Ireland


Kelly O’Hara and Conor Houlihan of Dillon Eustace discuss the Irish market post-Brexit, and give an update on non-performing loans available in the region

What are the challenges and where are the opportunities in Irish real estate at the moment?

Kelly O’Hara: Our clients appear to have a broadly positive outlook for the Irish real estate market and we see plenty of demand for exposure to Irish real estate–both direct and indirect (for example, real estate finance) with particular emphasis on growth sectors such as healthcare and the hotel industry.

Office rents are continuing to grow and are now at €60 per square foot in Dublin’s prime business locations, which is just below the Celtic Tiger peak of €70 per square foot. There may be challenges in some non-prime retail in the short term, with considerable activity on the asset management side where new lettings, surrenders, lease re-gears, unit relocations and alterations are taking place to add value to many assets acquired via non-performing loan (NPL) sales. However, there are also opportunities for many retail investors, as leases completed during the recession face their first rent reviews in five years.

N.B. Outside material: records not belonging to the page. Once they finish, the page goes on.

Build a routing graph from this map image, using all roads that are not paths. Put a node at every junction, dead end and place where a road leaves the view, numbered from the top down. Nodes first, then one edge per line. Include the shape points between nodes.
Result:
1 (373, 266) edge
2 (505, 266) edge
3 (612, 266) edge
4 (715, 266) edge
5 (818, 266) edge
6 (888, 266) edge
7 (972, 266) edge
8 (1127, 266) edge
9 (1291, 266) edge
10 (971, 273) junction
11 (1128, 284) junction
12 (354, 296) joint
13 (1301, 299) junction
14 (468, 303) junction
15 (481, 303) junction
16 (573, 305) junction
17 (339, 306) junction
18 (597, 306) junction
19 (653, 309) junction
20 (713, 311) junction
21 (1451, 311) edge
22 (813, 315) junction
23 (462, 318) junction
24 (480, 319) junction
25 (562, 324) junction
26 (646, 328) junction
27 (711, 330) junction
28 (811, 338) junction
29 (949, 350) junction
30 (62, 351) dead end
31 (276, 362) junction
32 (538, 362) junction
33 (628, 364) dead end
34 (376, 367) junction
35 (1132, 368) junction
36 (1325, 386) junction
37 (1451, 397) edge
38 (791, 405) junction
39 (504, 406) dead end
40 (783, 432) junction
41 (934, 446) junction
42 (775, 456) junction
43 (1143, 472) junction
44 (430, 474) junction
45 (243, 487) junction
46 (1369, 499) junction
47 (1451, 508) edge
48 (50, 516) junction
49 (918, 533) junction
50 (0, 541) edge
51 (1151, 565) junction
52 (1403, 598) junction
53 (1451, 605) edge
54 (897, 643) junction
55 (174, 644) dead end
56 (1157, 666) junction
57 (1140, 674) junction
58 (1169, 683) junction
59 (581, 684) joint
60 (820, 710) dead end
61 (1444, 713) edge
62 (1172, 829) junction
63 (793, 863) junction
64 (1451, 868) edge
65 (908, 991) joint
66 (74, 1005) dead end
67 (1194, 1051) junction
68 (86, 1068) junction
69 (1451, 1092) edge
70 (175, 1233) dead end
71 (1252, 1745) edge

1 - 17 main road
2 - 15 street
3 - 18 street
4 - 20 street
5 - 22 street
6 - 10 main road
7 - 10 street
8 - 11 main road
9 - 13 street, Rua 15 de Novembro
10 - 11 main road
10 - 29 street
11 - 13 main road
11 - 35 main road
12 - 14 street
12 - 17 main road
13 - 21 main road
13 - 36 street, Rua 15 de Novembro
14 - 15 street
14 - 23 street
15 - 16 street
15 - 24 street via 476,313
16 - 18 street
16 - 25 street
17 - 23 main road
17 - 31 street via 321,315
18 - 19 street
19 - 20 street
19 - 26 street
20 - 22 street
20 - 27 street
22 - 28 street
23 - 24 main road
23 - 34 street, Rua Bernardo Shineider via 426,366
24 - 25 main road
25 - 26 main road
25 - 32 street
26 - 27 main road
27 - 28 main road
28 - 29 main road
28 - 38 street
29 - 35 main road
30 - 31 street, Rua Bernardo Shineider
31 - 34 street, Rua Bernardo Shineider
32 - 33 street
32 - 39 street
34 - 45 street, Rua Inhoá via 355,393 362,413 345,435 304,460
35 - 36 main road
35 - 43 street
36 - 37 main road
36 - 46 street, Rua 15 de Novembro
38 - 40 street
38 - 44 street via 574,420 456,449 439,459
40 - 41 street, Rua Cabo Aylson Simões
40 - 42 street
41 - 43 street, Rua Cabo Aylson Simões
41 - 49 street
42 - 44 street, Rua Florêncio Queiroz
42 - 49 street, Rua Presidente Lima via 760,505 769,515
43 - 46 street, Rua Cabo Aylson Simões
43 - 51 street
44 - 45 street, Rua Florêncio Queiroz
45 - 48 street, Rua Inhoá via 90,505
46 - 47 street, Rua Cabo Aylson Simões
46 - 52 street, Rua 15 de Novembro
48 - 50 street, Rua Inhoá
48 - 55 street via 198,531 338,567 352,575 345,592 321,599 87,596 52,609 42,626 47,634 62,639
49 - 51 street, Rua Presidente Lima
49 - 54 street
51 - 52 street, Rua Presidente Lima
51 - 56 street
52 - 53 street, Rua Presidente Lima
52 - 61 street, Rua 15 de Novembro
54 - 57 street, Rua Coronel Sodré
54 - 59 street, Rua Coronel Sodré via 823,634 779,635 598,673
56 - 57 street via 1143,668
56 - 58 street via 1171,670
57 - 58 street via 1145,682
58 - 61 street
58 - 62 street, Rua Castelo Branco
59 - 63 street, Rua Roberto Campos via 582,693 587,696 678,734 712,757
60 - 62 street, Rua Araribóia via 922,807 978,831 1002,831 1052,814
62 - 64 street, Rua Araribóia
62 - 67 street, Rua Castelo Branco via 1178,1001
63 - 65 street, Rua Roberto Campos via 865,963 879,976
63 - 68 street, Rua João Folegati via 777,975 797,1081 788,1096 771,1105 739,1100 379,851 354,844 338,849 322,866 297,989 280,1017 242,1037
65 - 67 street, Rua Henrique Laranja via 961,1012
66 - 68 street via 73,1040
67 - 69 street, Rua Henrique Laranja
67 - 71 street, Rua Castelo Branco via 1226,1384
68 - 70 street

How will the UK’s exit from the EU affect Ireland?

O’Hara: Brexit may arguably be having a positive effect, as international real estate investors may be deterred by uncertainty in the London market. The Dublin office market enjoyed a strong start to 2017, with one of the largest deals in the first half of the year being the pre-purchase by J.P. Morgan of a 130,000-square foot block in Capital Dock in Dublin’s south docks, giving J.P. Morgan the potential to double its Irish workforce in response to Brexit.

It is too early to say whether any other large-scale relocations will take place, but there is considerable development activity in the market, particularly in Dublin, to increase supply, with nearly 40 percent of this pre-let.

What trends are Dillon Eustace noticing in the real estate market?

Conor Houlihan: The demand for Irish real estate is also underpinned by strong fundamentals. The Irish economy continues to grow and requires additional residential and office and commercial real estate. We are seeing a relatively more conservative and considered approach to transaction underwriting and commercial terms (compared to pre-crisis), which might also be slowing the pace at which the gap between supply and demand is narrowing.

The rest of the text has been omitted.